Logo depois do jantar chegou à casa de Salésia o seu noivo Jubal para fazer a sua corte e ali ficar até 9 horas da noite. Era uma corte onde estavam presentes o pai, a mãe e os irmãos de Salésia. Foi nessa ocasião que a moça disse ao noivo que não mais casaria com ele, pois o seu destino seria o da oração, devotando-se as Freiras da Clausura. O homem olhou perplexo para o seu Artêmio e esse disse apenas o que a moça repetira, não sabendo o porquê de toda aquela história. Por sua vez, Suzana, mãe de Salesia, chorando bastante apenas disse:

--- Isso é coisa do Diabo. Ela vai casar sim. Quer sim ou quer não. O casamento está marcado e ela vai cumprir a promessa que fez perante Deus. – falou Suzana ardendo em choro.

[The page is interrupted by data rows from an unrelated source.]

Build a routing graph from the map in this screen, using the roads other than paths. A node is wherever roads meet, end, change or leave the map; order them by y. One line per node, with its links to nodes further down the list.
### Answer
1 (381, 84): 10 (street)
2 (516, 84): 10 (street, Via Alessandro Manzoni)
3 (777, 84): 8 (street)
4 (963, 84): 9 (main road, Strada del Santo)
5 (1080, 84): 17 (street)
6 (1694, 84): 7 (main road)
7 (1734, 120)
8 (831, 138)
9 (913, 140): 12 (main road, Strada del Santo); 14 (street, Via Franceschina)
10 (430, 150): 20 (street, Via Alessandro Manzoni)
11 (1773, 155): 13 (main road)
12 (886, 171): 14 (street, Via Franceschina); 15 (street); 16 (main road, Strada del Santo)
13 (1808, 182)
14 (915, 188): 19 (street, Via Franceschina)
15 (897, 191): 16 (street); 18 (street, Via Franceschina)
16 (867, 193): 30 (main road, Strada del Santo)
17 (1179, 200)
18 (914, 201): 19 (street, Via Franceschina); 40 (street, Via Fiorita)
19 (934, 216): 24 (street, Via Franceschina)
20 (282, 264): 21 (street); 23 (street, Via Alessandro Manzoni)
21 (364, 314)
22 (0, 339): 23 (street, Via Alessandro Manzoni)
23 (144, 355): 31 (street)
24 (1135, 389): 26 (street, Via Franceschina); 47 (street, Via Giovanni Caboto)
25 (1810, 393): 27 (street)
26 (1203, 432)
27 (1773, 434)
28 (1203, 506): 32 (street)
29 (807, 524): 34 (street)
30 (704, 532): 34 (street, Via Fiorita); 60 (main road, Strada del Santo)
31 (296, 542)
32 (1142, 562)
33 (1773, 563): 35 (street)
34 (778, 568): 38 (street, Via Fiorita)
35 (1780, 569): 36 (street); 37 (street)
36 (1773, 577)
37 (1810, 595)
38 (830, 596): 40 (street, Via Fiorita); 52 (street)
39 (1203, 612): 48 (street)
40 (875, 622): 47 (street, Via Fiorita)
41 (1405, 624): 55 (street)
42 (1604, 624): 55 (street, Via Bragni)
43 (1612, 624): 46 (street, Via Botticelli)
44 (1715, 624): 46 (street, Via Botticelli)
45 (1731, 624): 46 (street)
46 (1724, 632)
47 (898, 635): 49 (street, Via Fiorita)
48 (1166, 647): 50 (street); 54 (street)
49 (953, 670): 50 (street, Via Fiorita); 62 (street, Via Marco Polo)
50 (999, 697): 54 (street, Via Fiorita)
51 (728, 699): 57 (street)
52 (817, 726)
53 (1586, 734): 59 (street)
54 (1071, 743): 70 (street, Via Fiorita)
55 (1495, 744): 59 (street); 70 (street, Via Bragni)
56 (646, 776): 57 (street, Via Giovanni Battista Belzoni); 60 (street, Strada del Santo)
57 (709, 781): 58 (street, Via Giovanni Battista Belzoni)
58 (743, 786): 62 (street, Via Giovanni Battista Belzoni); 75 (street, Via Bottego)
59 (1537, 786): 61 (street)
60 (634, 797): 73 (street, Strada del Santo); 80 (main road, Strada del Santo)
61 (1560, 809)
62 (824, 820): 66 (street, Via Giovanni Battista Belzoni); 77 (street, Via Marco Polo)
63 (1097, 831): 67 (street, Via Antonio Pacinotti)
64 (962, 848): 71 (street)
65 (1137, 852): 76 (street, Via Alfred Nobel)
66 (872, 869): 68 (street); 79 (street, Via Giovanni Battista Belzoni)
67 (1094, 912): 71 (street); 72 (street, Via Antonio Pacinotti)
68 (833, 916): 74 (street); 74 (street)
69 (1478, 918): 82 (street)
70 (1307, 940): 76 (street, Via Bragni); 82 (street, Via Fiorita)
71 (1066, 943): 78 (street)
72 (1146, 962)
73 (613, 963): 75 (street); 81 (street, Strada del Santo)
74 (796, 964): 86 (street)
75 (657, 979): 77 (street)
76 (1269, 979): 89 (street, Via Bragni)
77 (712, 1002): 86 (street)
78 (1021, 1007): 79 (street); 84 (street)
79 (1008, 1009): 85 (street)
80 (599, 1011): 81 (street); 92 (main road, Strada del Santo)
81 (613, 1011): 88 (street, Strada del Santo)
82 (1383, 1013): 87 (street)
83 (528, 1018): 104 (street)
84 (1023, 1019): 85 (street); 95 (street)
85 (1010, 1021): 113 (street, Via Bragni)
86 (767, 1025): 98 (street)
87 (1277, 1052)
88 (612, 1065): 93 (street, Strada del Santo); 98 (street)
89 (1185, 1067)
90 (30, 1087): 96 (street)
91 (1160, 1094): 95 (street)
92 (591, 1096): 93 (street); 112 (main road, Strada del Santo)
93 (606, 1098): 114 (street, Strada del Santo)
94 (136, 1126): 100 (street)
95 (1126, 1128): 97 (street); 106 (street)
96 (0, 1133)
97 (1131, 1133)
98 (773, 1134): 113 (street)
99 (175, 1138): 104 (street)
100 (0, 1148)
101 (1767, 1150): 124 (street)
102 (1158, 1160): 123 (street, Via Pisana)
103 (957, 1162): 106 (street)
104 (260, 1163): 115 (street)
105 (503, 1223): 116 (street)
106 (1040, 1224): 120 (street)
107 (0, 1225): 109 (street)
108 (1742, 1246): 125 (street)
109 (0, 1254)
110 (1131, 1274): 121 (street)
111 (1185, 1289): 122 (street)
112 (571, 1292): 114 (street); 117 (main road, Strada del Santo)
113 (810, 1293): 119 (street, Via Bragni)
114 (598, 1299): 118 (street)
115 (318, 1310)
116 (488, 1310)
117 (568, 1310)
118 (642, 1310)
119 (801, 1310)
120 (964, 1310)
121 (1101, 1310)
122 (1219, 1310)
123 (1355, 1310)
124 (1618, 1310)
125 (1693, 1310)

--- Não é coisa do Demo. É coisa minha. Eu apenas decidi que estou apta a ser Freira e nada mais. – respondeu a moça sem chorar.

--- Mas minha filha, essa é uma decisão séria para se tomar de um momento para outro. – respondeu Artêmio querendo persuadir a moça a não ser Freira.

--- Esperem! Esperem! Ela tomou sua decisão. Eu sei que é uma decisão se não precipitada, pelo menos aos cuidados dela mesma. Se ela tomou tal decisão, é bom esperar o que vai acontecer. – ponderou Jubal.

--- Jubal. Eu amo você. Eu te quero muito. Mas, acima de tudo está Deus. E se Deus me chama, não tenho porque recusar. – respondeu Salésia a Jubal.

--- Não tem importância. Eu espero por tudo. De qualquer forma você é quem decide. – argumentou Jubal meio cabisbaixo.

Ao passo de alguns instantes a moça pediu licença e se ausentou da sala de visitas. Ela recolheu-se ao seu quarto, com certeza, em baixo de choros. Ela perdia um amor, mas teria a promessa de Deus de amar ao próximo. Do quarto onde estava ainda ouviu o seu noivo sair e tomar o carro depois de se despedir de Artemio. A sua mãe, Suzana, não se levantou do lugar onde estava.

A noite parece ter sido longa demais. Salésia não conciliou o sono e para tanto se ajoelho ao chão pesado e duro e se pôs a orar em nome de Deus, horas a fio até que o dia amanheceu. Quando os pássaros diurnos cantavam nos pés de oliveiras existentes próximas, a máquina do trem passava pela estrada porto de sua casa, Salésia caiu no chão, desmaiada por causa de tantas horas de oração. A sua mãe foi quem abriu a porta com cuidado e a encontrou desacordada e de imediato chamou o marido para acudir a jovem moça:

--- Socorro! Socorro! Acuda Artemio. Salésia está morta. – gritou Suzana ao desespero de mãe muito aflita.

Artemio chegou ao local onde a jovem moça estava desmaiada e bradou com todo o ímpeto ao dizer:

--- Acorda! Acorda! Que fizestes? Acorda! – gritou Artemio ao sacudir Salésia para que ela voltasse ao sentido.

Vizinhos acorreram a todo o clamor de Suzana para saber o que tinha acontecido que por tanto ela clamava. Seus filhos acorreram ao quarto da Irma e de imediato a moça recobrou a consciência com todos os alarmes feitos por sua mãe. O pai já estava com a filha em seu braços, abanando com uma tampa de caixa de sapatos a face da garota. A moça tornou do seu desmaio e a casa se encheu de gente a procura de saber o que estava a haver. O pai colocou Salésia em sua cama.